(Stored data entries)
- - -
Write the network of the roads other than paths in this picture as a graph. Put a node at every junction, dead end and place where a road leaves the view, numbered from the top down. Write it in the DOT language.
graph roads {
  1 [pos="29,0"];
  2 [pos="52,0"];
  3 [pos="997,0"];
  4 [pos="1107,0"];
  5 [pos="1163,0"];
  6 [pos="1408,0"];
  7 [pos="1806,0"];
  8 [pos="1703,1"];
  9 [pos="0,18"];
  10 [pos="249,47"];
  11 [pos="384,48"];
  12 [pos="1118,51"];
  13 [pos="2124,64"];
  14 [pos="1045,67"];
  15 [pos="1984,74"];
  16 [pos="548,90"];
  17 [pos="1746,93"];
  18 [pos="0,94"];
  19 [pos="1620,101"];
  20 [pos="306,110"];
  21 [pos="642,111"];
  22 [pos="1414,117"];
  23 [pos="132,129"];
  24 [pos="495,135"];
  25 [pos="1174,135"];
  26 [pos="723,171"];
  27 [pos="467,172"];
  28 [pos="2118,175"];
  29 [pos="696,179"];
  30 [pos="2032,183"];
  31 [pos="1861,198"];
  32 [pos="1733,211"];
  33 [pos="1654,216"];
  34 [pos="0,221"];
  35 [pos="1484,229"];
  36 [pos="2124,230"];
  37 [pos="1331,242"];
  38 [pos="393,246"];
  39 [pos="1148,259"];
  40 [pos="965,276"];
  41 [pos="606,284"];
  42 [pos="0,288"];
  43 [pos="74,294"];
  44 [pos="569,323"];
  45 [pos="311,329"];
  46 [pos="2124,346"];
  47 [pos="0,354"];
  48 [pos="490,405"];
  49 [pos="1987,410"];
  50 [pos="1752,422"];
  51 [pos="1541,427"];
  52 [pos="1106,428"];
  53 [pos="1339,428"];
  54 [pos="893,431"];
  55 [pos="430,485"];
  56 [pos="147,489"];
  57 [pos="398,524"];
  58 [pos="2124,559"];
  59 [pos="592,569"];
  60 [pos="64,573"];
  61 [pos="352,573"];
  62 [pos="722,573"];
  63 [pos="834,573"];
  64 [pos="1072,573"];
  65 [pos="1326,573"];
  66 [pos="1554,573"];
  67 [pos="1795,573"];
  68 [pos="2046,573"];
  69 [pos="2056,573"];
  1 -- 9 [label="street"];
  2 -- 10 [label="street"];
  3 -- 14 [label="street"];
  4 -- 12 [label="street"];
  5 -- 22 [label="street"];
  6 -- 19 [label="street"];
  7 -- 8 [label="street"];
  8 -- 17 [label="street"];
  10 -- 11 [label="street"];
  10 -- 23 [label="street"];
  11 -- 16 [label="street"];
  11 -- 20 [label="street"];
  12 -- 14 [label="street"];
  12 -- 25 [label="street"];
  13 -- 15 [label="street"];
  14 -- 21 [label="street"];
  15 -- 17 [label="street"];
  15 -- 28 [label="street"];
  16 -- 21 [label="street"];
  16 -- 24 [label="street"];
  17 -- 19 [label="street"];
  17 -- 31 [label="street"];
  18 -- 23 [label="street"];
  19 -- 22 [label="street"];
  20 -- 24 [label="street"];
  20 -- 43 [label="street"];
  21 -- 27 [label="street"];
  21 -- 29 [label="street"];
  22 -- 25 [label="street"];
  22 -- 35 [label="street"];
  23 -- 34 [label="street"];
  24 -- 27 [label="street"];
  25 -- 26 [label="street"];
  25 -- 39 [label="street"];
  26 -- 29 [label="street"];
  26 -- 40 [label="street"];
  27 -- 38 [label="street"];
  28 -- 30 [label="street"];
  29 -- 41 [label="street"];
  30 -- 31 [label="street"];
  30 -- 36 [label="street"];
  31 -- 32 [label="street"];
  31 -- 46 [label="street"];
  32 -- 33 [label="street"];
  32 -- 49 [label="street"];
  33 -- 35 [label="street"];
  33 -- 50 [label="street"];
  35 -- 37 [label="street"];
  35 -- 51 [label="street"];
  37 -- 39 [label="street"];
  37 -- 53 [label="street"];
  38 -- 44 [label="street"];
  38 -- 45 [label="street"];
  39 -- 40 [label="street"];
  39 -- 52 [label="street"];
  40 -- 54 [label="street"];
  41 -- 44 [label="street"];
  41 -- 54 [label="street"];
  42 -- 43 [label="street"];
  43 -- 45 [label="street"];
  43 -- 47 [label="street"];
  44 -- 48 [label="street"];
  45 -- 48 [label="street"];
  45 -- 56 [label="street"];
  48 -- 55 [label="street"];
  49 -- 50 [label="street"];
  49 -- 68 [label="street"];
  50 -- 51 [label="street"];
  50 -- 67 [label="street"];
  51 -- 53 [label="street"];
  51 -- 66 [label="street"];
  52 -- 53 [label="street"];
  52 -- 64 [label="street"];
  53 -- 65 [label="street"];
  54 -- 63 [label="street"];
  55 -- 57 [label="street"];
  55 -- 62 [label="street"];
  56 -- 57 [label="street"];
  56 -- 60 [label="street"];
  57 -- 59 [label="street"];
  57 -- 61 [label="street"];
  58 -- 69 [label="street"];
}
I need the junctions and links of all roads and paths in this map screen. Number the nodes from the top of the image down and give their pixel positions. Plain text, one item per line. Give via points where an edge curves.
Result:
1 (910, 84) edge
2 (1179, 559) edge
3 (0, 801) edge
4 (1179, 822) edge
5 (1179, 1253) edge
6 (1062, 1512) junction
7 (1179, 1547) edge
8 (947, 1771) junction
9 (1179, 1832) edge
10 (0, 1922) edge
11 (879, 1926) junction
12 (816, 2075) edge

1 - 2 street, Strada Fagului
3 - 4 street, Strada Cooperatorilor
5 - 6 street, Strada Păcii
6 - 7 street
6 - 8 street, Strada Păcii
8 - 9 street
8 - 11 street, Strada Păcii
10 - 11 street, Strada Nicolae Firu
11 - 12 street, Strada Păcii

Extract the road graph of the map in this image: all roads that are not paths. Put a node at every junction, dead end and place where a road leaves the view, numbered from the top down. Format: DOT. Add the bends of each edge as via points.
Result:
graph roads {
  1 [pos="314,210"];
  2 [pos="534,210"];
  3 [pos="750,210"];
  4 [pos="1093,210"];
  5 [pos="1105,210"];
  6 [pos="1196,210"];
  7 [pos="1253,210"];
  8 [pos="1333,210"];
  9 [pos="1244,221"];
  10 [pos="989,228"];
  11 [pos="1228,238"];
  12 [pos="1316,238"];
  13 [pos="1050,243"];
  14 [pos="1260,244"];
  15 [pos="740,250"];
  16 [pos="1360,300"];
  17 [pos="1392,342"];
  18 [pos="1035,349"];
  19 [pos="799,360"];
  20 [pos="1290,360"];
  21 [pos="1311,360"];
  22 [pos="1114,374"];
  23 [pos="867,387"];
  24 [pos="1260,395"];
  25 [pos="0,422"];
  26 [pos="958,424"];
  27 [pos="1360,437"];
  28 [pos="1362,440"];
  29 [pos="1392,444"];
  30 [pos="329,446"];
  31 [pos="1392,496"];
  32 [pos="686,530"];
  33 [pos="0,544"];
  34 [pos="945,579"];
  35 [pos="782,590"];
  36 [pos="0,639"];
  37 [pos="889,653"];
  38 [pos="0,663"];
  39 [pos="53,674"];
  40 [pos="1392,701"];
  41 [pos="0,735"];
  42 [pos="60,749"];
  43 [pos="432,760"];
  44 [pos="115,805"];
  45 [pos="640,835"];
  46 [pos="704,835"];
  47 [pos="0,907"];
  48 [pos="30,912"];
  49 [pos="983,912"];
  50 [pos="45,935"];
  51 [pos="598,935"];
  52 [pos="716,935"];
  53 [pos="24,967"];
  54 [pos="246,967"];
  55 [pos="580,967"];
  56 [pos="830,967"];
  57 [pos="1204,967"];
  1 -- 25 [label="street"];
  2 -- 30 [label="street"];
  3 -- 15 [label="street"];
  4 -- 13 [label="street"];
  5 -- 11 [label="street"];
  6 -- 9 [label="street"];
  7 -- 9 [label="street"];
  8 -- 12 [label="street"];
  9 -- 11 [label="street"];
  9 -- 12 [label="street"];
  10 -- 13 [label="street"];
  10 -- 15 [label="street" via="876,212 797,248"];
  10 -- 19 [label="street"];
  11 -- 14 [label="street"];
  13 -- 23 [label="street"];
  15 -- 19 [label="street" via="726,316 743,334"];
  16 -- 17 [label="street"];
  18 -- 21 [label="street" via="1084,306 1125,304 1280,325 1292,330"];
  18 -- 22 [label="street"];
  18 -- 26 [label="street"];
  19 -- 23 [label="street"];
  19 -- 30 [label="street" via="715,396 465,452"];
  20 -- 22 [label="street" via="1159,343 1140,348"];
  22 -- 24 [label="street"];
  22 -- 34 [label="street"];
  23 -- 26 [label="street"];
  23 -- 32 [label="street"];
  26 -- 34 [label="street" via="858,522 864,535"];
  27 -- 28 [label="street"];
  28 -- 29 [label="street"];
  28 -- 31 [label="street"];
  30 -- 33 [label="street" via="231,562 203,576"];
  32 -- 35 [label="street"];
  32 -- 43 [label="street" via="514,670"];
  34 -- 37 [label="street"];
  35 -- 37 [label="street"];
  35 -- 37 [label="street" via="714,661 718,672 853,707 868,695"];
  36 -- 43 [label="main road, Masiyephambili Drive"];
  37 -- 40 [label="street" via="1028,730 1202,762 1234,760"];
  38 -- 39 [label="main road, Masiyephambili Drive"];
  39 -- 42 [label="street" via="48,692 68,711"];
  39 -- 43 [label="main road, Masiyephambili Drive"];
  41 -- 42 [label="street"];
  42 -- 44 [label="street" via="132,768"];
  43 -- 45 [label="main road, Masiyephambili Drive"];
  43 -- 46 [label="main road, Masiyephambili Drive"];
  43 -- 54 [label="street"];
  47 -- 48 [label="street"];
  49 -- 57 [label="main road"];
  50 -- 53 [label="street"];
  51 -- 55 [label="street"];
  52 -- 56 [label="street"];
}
- - -
Select the lines from the entries that include the word "edge".

I need the junctions and links of all roads and paths in this map screen. Number the nodes from the top of the image down and give their pixel positions. Plain text, one item per line. Give via points where an edge curves.
1 (910, 84) edge
2 (1179, 559) edge
3 (0, 801) edge
4 (1179, 822) edge
5 (1179, 1253) edge
7 (1179, 1547) edge
9 (1179, 1832) edge
10 (0, 1922) edge
12 (816, 2075) edge
Extract the road graph of the map in this image: all roads that are not paths. Put a node at every junction, dead end and place where a road leaves the view, numbered from the top down. Format: DOT. Add the bends of each edge as via points.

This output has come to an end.